Le problème est que ce sont essentiellement les pays les plus faibles qui ont fait les frais de ces erreurs. Pour exercer le principe de solidarité, les pays plus solides doivent être prêts à assumer certaines des pertes financières subies – ils doivent, en effet, assumer eux aussi une part de la souffrance, et des coûts, résultant des déséquilibres qu’ils ont contribué à créer. Il est dans leur intérêt d’agir de manière constructive pour permettre aux pays en difficulté de se redresser et non de leur imposer une austérité si sévère et si douloureuse qu’elle leur interdira tout rétablissement.
Aussi l’Allemagne, les Pays-Bas et la Finlande, ne devraient pas tenter, comme ils l’ont fait, de revenir sur l’accord conclu en juin par le Conseil européen, en vertu duquel l’État espagnol n’aura plus à se porter garant des prêts consentis aux banques espagnoles. Cette décision est vitale pour donner à l’Espagne une chance d’échapper à l’interaction fatale de la crise bancaire et de celle de la dette souveraine. Les politiciens des pays plus solides devraient faire comprendre à leurs électeurs sceptiques qu’ils ont tout intérêt à voir se rétablir les pays actuellement en difficulté, car c’est seulement ainsi que leurs créanciers pourront espérer récupérer leur mise.
Solidarité et bonne gouvernance dépendent, de manière décisive, de la qualité de l’information, notamment de la fiabilité, de la pertinence et de la présentation appropriée des données statistiques. De fait, certaines des lacunes qui ont fait le lit de la crise actuelle dans la zone euro peuvent être attribuées à la piètre qualité des statistiques, mais aussi et surtout à la présentation des finances publiques sous un jour excessivement favorable – une opacité qui a fragilisé le projet européen dans ses fondements mêmes.
La communication d’informations transparentes et précises est indispensable. Le statut d’Eurostat, l’office statistique de l’UE, devrait être renforcé et ses locaux transférés du Luxembourg au siège de la Commission européenne à Bruxelles, puisque ses activités constituent une part essentielle des travaux de la Direction générale des affaires économiques et financières de la Commission, avec laquelle il devrait davantage coopérer. Eurostat doit pouvoir demander des comptes aux États membres lorsqu’il est permis de douter de la fiabilité des informations qu’ils fournissent. À l’heure où il s’agit de remettre sur pied des économies affaiblies, l’accès à des statistiques fiables est primordial.
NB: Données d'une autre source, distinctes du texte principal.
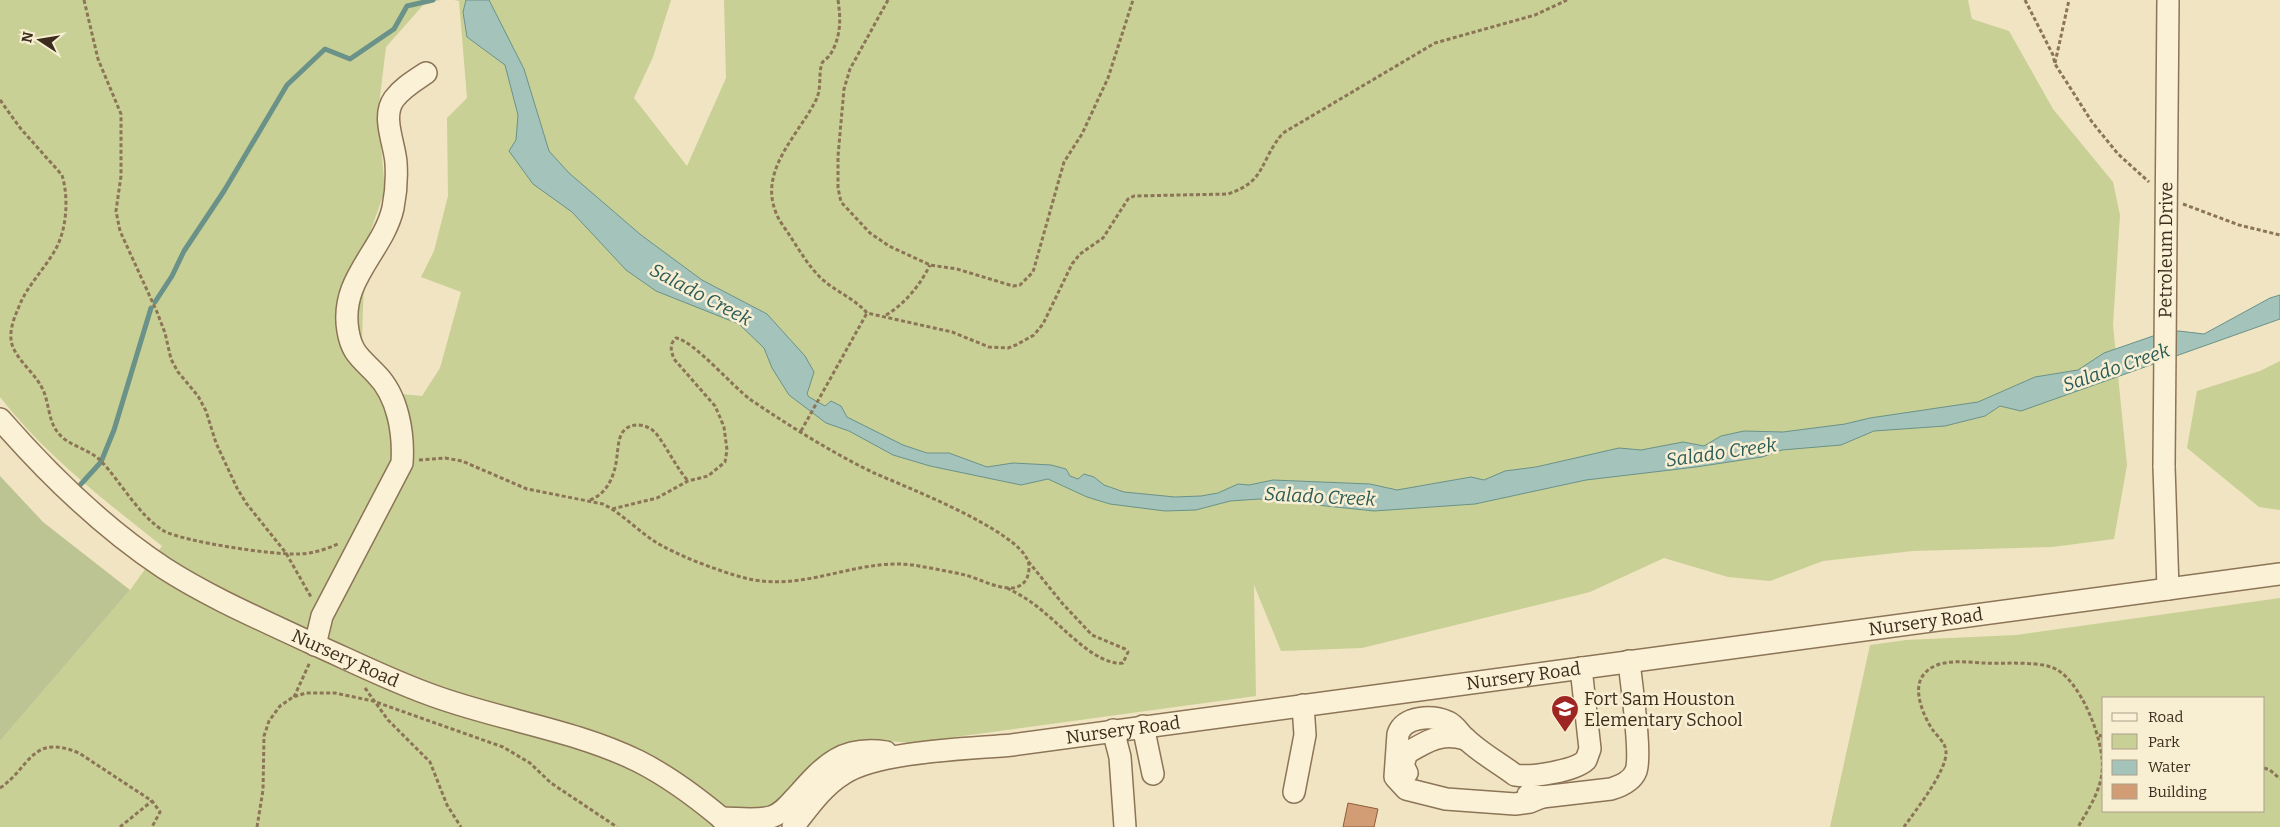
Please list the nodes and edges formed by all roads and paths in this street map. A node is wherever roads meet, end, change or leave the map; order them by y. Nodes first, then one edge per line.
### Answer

La solidarité ne signifie pas non plus laisser les pays s’exonérer de leur responsabilité de prendre des mesures douloureuses pour résorber leur déficit budgétaire – ce que l’on ne saurait d’ailleurs reprocher à aucun pays vulnérable de l’UE et certainement pas à la Grèce, où le salaire net des fonctionnaires a été réduit de moitié depuis 2008. La solidarité signifie la prise en compte de la situation des économies soumises à des cures d’austérité budgétaire. Eurostat et la Banque centrale européenne devraient aussi diffuser très largement des statistiques précises sur le niveau de la dette privée (ménages et entreprises) et publique. L’OCDE, qui fournit depuis longtemps des données comparatives fiables, pourrait exercer un rôle d’observateur à cet égard. Il n’est désormais plus possible de soutenir que la dette publique ne compte pas tant qu’elle est contrebalancée par l’épargne privée, ce que les économistes ont avancé des années durant concernant l’Italie. Or l’épargne privée, volatile, peut aussi quitter le pays. On ne saurait non plus considérer que tant que la dette publique est peu élevée, l’augmentation de la dette privée ne compte pas. Comme on l’a vu en Espagne et en Irlande, le creusement de la dette privée peut entraîner une hausse rapide de la dette publique et un effondrement de l’économie.
Le message rappelant qu’il existe une communauté de destin, conjugué à des données fiables, est le seul moyen de battre en brèche les caricatures et les mythes propagés dans certains pays sur d’autres économies de la zone euro, qui risquent de provoquer l’éclatement de la zone et de saborder le projet européen dans son ensemble.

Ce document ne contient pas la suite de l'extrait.